• **EXERCISE GOAL**
One line at a time, check the entries below for the word "SPRING", and copy each line that has it.

######

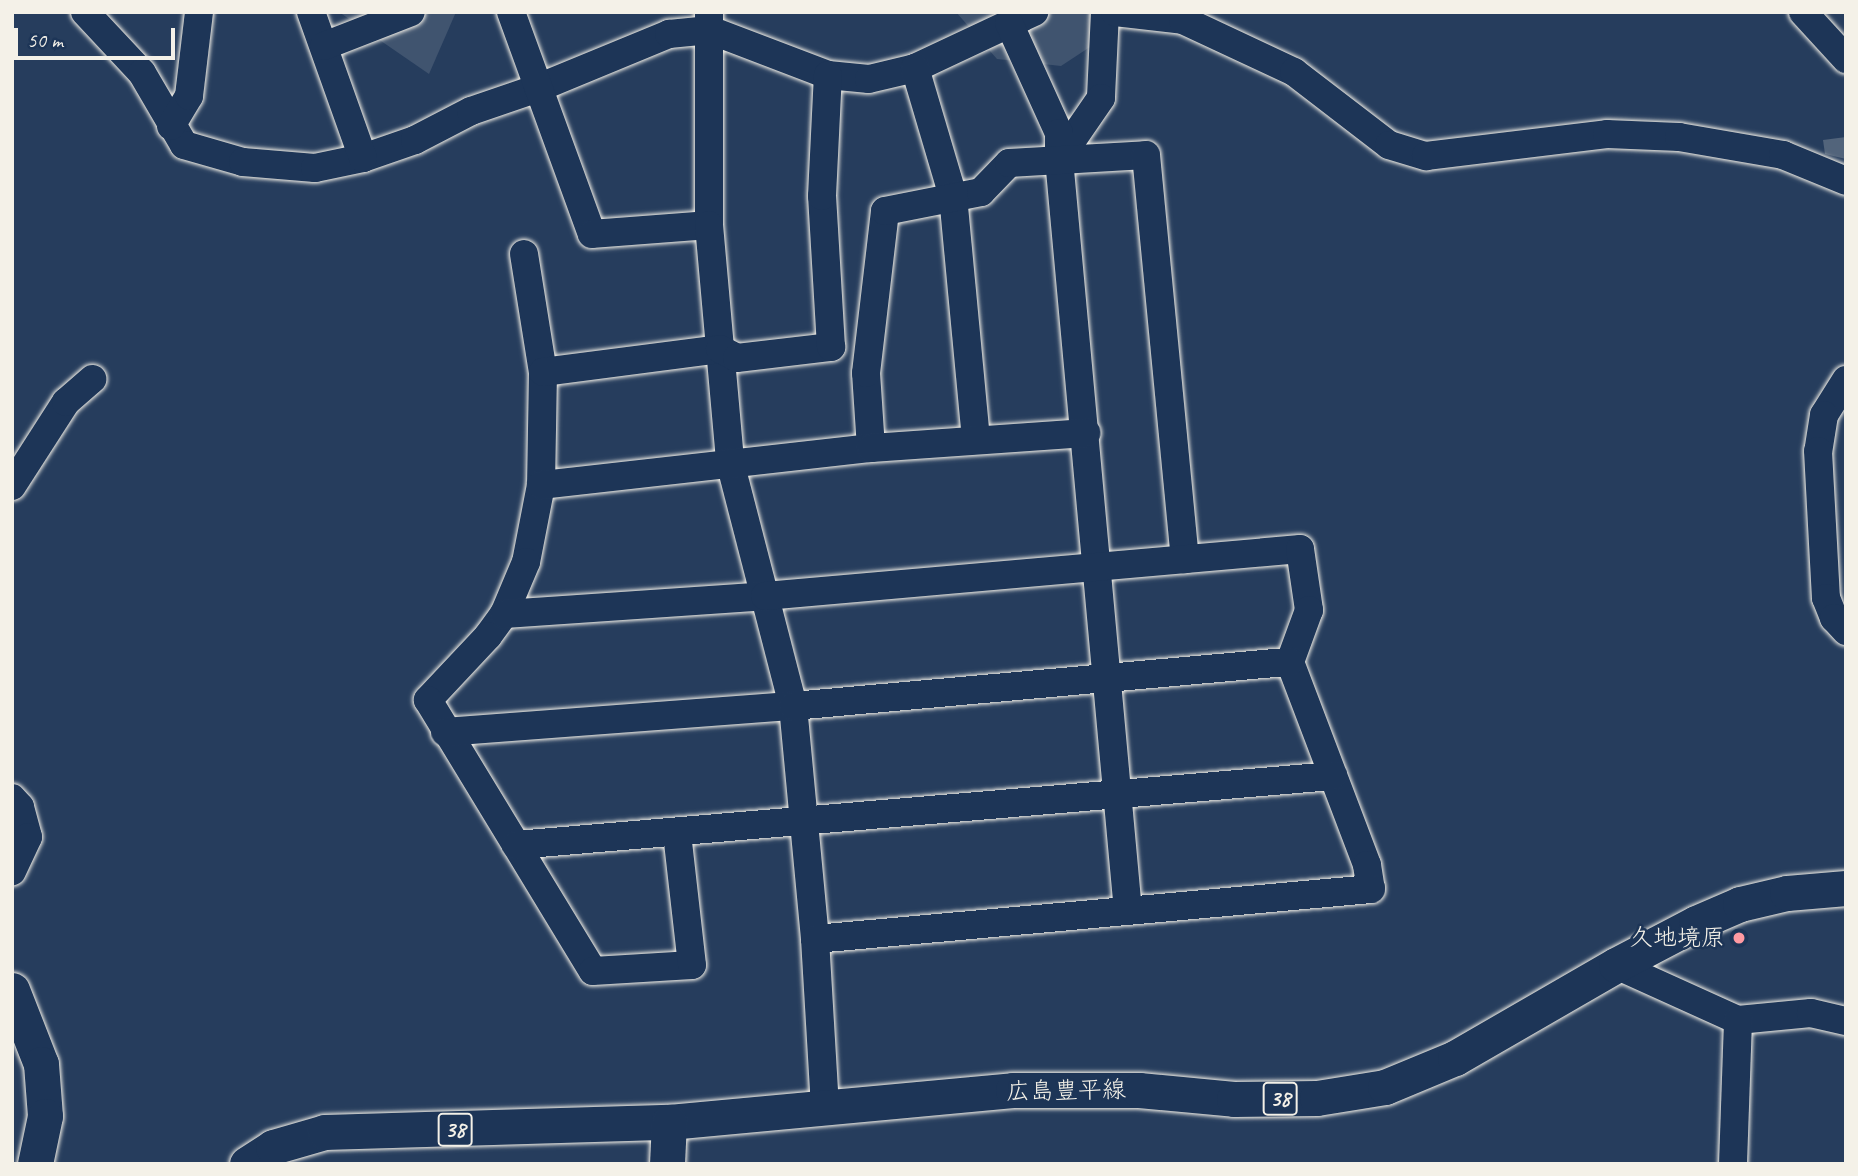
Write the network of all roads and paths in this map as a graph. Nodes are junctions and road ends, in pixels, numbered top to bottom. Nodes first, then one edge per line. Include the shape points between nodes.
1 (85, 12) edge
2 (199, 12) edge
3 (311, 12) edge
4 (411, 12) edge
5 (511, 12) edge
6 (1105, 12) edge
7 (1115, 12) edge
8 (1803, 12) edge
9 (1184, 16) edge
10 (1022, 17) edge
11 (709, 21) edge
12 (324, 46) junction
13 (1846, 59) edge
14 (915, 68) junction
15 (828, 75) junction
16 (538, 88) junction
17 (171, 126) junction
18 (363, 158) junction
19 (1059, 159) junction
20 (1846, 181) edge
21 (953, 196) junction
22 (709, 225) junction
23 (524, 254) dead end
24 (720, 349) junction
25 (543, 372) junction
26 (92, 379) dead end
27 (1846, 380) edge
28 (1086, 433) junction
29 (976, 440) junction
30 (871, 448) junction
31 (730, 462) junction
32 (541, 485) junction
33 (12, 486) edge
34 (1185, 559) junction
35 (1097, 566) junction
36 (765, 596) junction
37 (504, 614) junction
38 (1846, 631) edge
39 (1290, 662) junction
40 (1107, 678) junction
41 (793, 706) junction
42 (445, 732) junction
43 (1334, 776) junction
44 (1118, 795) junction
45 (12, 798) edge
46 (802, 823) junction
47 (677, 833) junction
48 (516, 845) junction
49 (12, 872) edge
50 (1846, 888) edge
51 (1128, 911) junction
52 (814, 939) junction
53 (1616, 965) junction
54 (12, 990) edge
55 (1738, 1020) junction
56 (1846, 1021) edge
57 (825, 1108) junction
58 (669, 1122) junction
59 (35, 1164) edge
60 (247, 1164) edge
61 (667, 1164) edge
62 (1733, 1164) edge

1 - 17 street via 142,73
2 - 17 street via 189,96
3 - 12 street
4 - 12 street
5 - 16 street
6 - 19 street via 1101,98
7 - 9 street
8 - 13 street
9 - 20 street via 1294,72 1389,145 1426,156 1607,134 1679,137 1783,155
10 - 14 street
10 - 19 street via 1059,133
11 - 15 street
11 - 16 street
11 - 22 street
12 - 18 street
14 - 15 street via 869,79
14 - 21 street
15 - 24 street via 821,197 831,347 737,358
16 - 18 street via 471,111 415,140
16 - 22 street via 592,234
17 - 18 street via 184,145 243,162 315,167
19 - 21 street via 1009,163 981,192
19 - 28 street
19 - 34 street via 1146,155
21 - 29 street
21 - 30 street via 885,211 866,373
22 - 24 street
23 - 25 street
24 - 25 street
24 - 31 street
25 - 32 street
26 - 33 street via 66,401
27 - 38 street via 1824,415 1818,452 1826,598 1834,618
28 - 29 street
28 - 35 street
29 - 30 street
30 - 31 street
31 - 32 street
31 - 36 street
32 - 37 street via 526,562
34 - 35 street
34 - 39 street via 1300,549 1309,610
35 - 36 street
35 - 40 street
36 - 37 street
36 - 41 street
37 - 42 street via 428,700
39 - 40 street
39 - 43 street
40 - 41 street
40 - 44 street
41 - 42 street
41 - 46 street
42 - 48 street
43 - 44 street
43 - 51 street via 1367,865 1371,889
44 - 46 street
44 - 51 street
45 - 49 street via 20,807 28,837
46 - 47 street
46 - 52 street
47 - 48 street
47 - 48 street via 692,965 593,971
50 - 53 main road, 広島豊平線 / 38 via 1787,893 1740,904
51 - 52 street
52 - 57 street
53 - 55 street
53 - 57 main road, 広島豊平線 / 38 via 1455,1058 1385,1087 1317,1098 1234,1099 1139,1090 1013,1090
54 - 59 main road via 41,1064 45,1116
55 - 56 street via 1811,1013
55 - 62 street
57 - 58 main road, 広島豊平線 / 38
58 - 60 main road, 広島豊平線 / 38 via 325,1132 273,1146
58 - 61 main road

######

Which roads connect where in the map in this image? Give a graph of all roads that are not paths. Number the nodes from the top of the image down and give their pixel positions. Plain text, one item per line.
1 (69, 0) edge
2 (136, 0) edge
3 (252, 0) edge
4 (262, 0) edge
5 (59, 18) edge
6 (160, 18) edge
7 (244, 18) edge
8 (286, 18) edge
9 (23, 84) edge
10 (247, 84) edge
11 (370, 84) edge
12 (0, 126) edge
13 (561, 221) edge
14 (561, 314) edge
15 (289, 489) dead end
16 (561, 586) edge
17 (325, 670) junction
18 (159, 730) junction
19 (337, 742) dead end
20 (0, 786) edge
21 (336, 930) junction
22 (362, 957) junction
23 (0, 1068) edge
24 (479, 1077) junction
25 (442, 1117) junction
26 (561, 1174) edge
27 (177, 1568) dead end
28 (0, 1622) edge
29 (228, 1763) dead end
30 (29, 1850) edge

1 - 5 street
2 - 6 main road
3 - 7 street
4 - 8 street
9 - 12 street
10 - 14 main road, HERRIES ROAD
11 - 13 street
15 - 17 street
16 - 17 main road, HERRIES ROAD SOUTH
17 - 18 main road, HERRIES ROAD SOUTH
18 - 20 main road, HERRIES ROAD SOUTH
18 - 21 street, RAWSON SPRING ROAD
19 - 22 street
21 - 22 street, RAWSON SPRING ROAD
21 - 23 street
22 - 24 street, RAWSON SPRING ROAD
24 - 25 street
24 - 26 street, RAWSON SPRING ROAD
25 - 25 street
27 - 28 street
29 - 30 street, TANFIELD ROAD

######

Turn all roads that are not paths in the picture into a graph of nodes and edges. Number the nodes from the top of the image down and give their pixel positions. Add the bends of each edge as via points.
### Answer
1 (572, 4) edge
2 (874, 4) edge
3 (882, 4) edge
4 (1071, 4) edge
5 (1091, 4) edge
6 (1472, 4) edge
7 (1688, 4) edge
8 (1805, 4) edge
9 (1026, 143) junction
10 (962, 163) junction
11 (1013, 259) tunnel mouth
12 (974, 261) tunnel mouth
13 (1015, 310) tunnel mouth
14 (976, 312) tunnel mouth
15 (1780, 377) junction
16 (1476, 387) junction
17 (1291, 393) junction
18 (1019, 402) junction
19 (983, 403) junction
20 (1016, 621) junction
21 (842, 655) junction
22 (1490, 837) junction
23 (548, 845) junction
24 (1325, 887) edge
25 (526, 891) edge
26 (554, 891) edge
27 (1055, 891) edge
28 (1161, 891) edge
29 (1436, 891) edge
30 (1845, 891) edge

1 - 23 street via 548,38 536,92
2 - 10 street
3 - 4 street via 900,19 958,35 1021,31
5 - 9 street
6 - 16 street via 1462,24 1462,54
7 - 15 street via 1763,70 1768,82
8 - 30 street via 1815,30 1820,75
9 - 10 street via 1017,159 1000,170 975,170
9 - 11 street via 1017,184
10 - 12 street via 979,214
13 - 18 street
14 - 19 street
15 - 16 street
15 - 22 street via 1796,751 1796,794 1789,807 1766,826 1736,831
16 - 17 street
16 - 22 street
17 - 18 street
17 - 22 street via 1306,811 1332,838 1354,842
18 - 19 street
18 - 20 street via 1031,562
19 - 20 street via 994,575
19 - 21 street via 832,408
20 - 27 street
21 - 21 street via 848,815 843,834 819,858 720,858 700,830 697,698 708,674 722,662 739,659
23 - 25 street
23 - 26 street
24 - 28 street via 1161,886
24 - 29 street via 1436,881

######

• **TASK RESPONSE**
18 - 21 street, RAWSON SPRING ROAD
21 - 22 street, RAWSON SPRING ROAD
22 - 24 street, RAWSON SPRING ROAD
24 - 26 street, RAWSON SPRING ROAD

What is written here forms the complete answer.